In summer 2005, Redwood City had several episodes of nitrification in a short period of time. Multilevel water quality sampling revealed that cool water at the bottom of the tank had plenty of disinfectant, but warm water at the top of the tank often had little or no residual, as well as elevated nitrite—a sure sign that another nitrification episode was imminent. 
The city team tried several operational changes to increase tank mixing, including deep cycling the tank to increase turnover by as much as 60% and valving modifications to increase fill velocities. Neither operation had much effect on thermal stratification or nitrification. Deep cycling increased Redwood City’s energy costs during peak electrical rates and decreased water storage for fire protection.
In summer 2006, the city installed a submersible active mixer in the most problematic tank. In the first few hours, temperature measurements showed complete elimination of thermal stratification. In the days following installation, temperatures remained uniform throughout the tank, chlorine levels improved and stabilized, and nitrite readings at the top of the tank dropped to nominal levels.
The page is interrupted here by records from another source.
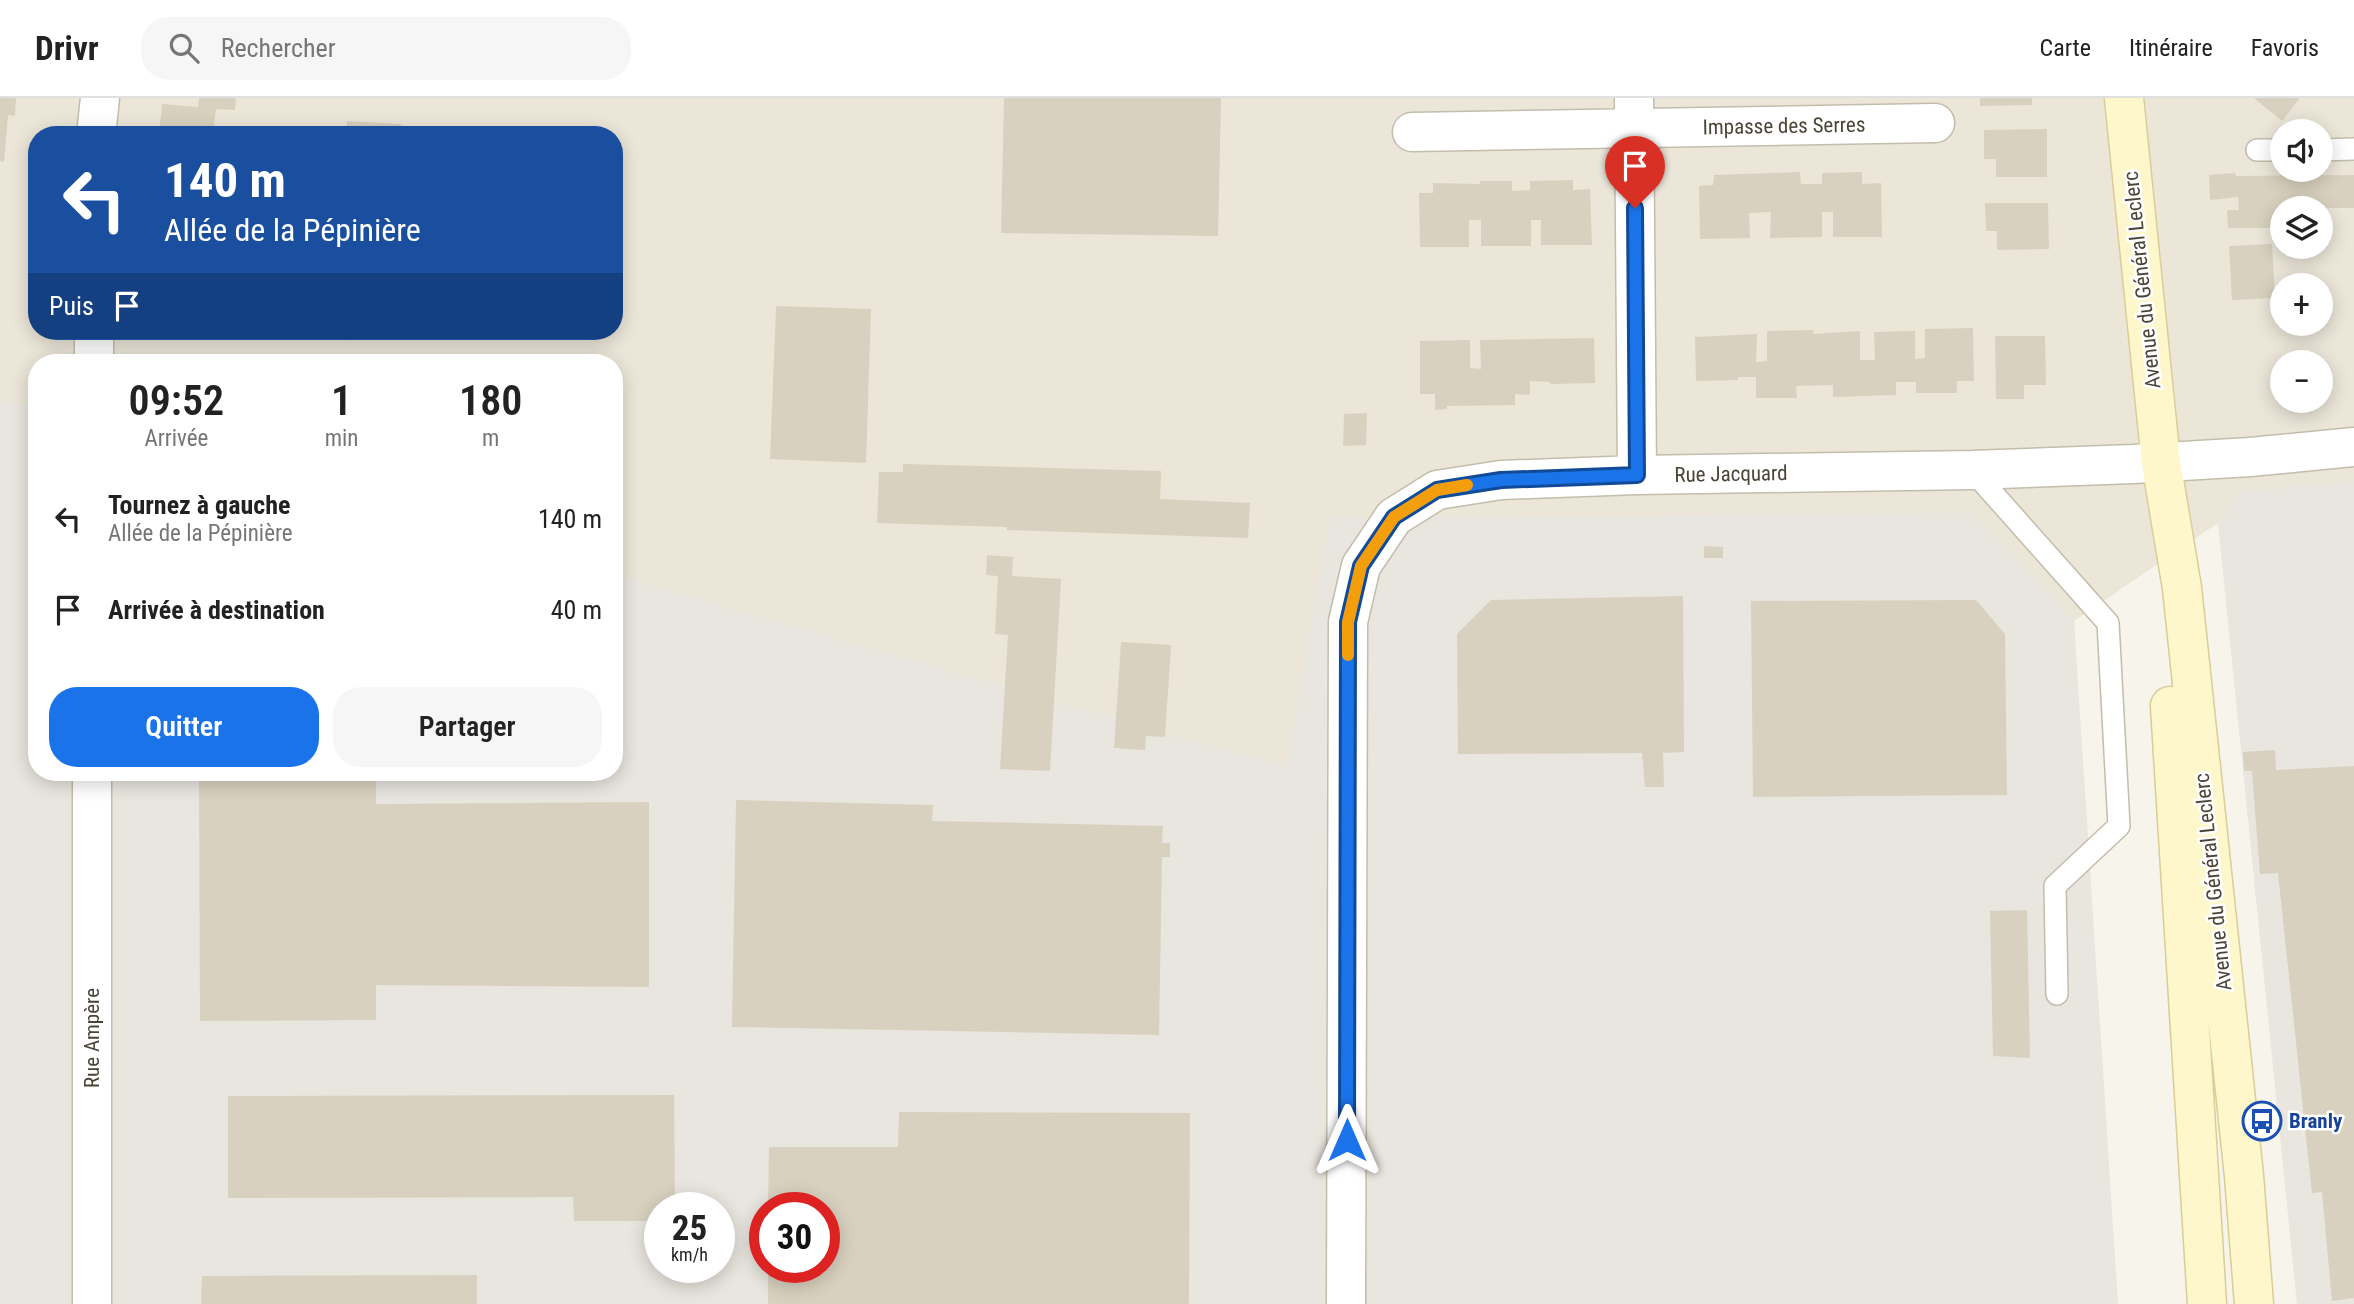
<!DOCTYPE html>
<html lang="fr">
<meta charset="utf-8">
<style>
:root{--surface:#fff;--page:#f6f6f6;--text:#222;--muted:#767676;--line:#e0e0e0;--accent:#1a73e8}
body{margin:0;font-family:"Roboto Condensed",sans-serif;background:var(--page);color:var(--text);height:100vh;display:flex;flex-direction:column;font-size:26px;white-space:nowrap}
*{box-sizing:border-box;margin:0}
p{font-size:23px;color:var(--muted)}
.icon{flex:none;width:38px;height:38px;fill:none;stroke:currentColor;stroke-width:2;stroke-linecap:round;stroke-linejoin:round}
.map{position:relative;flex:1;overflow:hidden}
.drawer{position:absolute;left:28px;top:256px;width:595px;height:427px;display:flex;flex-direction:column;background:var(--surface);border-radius:28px;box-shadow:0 4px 18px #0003}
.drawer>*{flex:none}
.hud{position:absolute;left:28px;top:28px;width:595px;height:214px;border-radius:28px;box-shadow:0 4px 18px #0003;background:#1a4fa0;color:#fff;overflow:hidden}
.tools{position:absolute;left:2270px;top:21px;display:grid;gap:14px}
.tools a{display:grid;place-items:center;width:63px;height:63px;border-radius:50%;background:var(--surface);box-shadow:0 4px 18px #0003;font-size:35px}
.speed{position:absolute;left:644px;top:1094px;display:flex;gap:14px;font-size:35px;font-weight:700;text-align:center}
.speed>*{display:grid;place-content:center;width:91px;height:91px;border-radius:50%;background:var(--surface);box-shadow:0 4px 18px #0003;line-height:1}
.speed small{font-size:18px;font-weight:400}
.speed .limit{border:10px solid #d22;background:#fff;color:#111}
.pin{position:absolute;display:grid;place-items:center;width:60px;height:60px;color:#fff;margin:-72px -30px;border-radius:50% 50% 50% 0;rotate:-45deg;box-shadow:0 0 7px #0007}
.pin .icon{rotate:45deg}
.me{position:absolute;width:77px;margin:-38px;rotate:0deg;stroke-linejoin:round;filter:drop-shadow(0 0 5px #0008)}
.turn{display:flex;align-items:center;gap:24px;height:147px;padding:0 21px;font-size:32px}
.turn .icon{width:91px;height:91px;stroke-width:2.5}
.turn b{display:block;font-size:49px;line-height:60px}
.then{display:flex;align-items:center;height:66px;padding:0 21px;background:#0003;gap:14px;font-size:26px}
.eta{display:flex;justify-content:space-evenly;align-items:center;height:119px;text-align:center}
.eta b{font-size:42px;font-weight:600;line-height:49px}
.cta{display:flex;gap:14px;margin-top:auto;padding:14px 21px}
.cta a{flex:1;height:80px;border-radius:28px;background:var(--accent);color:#fff;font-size:28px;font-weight:600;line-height:80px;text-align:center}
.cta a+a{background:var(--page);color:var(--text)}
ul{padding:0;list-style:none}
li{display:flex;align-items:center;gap:21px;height:91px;padding:0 21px}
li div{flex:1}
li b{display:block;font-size:26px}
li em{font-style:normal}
header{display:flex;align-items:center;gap:42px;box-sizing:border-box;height:98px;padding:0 35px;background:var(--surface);border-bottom:2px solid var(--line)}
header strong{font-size:33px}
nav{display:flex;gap:38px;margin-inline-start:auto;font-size:24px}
.search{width:490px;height:63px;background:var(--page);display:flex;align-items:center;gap:18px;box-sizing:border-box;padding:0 24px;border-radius:28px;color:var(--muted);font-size:26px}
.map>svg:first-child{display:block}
.residential{fill:#ebe6d8;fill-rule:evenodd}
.industrial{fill:#e9e5df;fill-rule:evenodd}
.building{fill:#d9d1bf}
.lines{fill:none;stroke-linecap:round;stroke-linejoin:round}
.lane-casing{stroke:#c3bdac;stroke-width:24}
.street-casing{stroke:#c3bdac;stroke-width:41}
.secondary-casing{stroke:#d9cd98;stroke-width:41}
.lane{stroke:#fff;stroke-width:21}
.street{stroke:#fff;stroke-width:38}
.secondary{stroke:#fff7cc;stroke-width:38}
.route-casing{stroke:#114b97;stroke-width:18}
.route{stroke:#1a73e8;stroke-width:12}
.slow{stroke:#f59e0b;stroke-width:12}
.labels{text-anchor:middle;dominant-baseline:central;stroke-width:5;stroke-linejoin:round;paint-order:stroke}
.street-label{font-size:21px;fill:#4b4538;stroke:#fff}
.transit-label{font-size:21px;font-weight:bold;fill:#164399;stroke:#fff;text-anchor:start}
</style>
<header>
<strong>Drivr</strong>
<div class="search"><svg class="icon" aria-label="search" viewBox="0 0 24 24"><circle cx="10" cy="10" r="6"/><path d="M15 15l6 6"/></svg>Rechercher</div>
<nav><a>Carte</a><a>Itinéraire</a><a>Favoris</a></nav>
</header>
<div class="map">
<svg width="2354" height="1206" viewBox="0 0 2354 1206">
<rect width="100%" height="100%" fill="#f6f4eb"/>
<path class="residential" d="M0,0H2354V383L2240,394L2218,425L2074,523L1973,415L1287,669L614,477V264H37V312L0,302ZM2282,33H2320V72H2282ZM37,37H614V233H37ZM2282,110H2320V149H2282ZM2282,187H2320V226H2282ZM2282,264H2320V303H2282Z"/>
<path class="industrial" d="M0,302L37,312V674H614V477L1286,669L1329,420L1973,415L2074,523L2118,1206H0ZM660,1110H719V1169H660ZM765,1110H824V1169H765Z
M2354,383V1206H2297L2218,425L2240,394Z"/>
<path class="building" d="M0,0H16L15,18L8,17L4,64L0,63Z
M199,0H236L235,12L216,11L213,37H159L162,6L198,9Z
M1004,0H1221L1218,138L1001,135Z
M1980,0H2032V7L1980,8Z
M2254,0H2300L2282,23Z
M347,23L401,26L400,37H346Z
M2047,31V79H1996V61H1984V32Z
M1800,74L1801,86H1822V75L1862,74V86L1881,85L1882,139H1833V114H1822V139L1770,140L1771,114L1749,115L1750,140L1700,141L1699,88L1713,87L1714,77Z
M2235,75L2236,78L2354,77V110H2282V130H2228L2227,112H2239L2238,99L2210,102L2209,77Z
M1573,82V92L1590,91L1592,147H1541V122H1531V148H1481V122H1469V149H1420L1419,95H1433V85L1480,86V83H1512V93L1530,92V83Z
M1985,105H2048L2049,151L1997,152V133H1986Z
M2272,146L2275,200L2232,202L2229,148Z
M776,208L871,211L866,365L770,361Z
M1973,230L1974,283H1957V295H1916V284H1896V297L1833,299V287L1796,288L1797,300H1756V279H1738V282L1696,283L1695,239L1757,236L1756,264L1767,263V233L1814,232L1813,236L1860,233V262H1875L1874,234L1915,233V261L1925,260V231Z
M344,233H373L348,243Z
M1995,238H2045L2046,287H2024V301H1996Z
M1594,240L1595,285L1550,286V284L1530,283V297L1515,296V307L1447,308V311L1435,312V296H1420V243L1470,242V270L1481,271L1480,242Z
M1367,315L1366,347L1343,348L1344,316Z
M903,366L1161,373L1160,401L1250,405L1248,440L1007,432V429L877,425L879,374H903Z
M1704,448L1723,449V460H1704Z
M987,457L1013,459L1012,478L1061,481L1050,673L1000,671L1008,537L995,536L998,478L986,477Z
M1683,498L1684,654L1663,655L1664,689H1645L1642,655L1458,656L1457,536L1491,502Z
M1976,502L2005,536L2007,697L1753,699L1751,503Z
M1121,544L1171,547L1165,639L1146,638L1145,652L1114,650Z
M2275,652L2276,672L2354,668V1200L2332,1203L2322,1094L2312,1095L2278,775L2260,776L2252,673H2244L2243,654Z
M199,674H376V706L649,704V889L376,887V922L200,923Z
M736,702L933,707L932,723L1163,728L1162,745H1170V759H1162L1159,937L732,929Z
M2027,812L2030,960L1993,958L1990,813Z
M674,997L675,1110H660V1123H574L573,1099L228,1100V998Z
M899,1014L1190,1015L1189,1206H768V1169H824V1110H768L769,1049H898Z
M477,1177V1206H201L202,1178Z"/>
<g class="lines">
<defs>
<path id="lane" d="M2257,52H2282
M2320,52L2354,51
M1972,372L2108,525L2119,728L2055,788L2057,896"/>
<path id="street" d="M1634,0L1637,377
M1412,34L1935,25
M96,37L100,0
M94,264V233
M92,1206V674
M1346,1206L1348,524L1361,468L1394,419L1437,392L1501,382L1637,377L1972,372L2133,366L2250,359L2354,349"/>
<path id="secondary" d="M2124,0L2161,364L2182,490L2244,1078L2254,1206
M2170,608L2207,1206"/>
</defs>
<use href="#lane" class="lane-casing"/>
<use href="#street" class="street-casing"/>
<use href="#secondary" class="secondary-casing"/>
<use href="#lane" class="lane"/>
<use href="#street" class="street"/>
<use href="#secondary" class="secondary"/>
</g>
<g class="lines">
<defs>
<path id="route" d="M1347,1042L1348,524L1361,468L1394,419L1437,392L1501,382L1637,377L1635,110"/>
</defs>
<use href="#route" class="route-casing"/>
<use href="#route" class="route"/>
<path class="slow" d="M1348,557V524L1361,468L1394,419L1437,392L1467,387"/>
</g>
<defs>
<symbol id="bus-ring" viewBox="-11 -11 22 22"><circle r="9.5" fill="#fff" stroke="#1a4fb4" stroke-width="1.5"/><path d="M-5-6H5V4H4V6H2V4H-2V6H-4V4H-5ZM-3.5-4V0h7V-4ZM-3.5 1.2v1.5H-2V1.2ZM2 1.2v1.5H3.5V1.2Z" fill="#1a4fb4"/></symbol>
</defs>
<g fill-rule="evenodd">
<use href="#bus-ring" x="2240" y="1001" width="44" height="44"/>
</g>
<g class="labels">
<g class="street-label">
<text transform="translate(1784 28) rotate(-1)">Impasse des Serres</text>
<text transform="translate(2142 182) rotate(-96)">Avenue du Général Leclerc</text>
<text transform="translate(1731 376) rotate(-1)">Rue Jacquard</text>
<text transform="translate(2213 784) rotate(-96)">Avenue du Général Leclerc</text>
<text transform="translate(92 940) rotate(-90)">Rue Ampère</text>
</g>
<g class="transit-label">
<text x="2289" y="1023">Branly</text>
</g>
</g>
</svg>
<div class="tools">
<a><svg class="icon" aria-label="sound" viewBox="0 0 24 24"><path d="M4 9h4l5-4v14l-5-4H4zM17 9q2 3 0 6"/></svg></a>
<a><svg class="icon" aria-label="layers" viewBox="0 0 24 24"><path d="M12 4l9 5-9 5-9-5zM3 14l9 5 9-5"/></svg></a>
<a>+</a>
<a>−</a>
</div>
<div class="speed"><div>25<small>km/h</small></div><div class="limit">30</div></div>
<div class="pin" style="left:1635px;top:110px;background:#d93025"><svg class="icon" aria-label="arrive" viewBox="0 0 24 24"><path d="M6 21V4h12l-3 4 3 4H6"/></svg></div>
<svg class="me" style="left:1347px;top:1042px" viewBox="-20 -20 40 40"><path d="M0-17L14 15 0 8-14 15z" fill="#1a73e8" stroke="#fff" stroke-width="4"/></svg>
<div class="hud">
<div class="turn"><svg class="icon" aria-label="left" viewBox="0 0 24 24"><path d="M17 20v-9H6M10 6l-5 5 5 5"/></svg><div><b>140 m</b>Allée de la Pépinière</div></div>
<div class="then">Puis<svg class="icon" aria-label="arrive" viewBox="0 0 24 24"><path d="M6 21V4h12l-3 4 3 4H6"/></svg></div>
</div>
<section class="drawer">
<div class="eta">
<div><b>09:52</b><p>Arrivée</p></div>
<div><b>1</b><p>min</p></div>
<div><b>180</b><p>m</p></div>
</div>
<ul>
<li><svg class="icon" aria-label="left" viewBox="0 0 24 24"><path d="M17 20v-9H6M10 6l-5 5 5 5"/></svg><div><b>Tournez à gauche</b><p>Allée de la Pépinière</p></div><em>140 m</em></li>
<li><svg class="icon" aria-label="arrive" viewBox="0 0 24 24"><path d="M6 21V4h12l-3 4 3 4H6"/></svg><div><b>Arrivée à destination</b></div><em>40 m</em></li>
</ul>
<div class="cta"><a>Quitter</a><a>Partager</a></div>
</section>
</div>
For the rest of 2006, Redwood City experienced no further nitrification episodes. With water quality stabilized, water quality sampling frequency was reduced from several times each week to once a week. Because samples drawn from a tap at the base of the tank were representative of all water inside the tank, water quality measurements were easier to obtain and more reliable. 
Since 2006, water quality at the problematic tank has remained under control. Chlorine residuals have remained consistent in the tank’s upper water levels and nitrite has remained at nominal levels, even during summer months.
Other Systems, Same Success
In the years since Redwood City installed a submersible active mixer, several other area municipalities also have installed mixers with similar results. Hillsborough, Calif., another SFPUC customer, installed a submersible active mixer in 2009. According to Cary Dahl, water operations supervisor, frequent tank flushing had been necessary to prevent nitrification. Installation of a submersible active mixer in the most problematic tank eliminated the need to flush, and water chemistry stabilized with no nitrification.
In addition, water treatment personnel in Calexico, Calif., discovered that active mixers eliminated nitrification problems and lowered DBP levels. Another system in Southern California was able to eliminate the need for on-site dosing of large amounts of chlorine after installing active mixers. 
No Silver Bullet
Despite these success stories, active mixing can’t single-handedly eliminate nitrification risks. The magnitude of thermal stratification, tank turnover, tank geometry and size are critical factors that must be considered. Ensuring that an active mixer is powerful enough to overcome these dynamics and provide frequent turnover is key to proper equipment selection. 
For example, a computational fluid dynamics study of Redwood City’s submersible mixer revealed that it produces more than 10,000 gal per minute of pumping within the tank. Passive systems that operate only during fill cycles or small volume pumping systems may not produce adequate tank turnover. Tank conditions are also critical. 
Poorly maintained tank infrastructure, infiltration through roof openings, excessive sediment and deteriorated coatings increase nitrification risks. However, by combining active mixing with regular tank maintenance and prudent operational precautions, nitrification can be tamed in even the most challenging climates.
Peter S. Fiske and Jason Oppenheimer are employed by PAX Water Technologies, and Dan Heimel is employed by Water Systems Consulting. The authors can be reached at [email protected] or 866.729.6493.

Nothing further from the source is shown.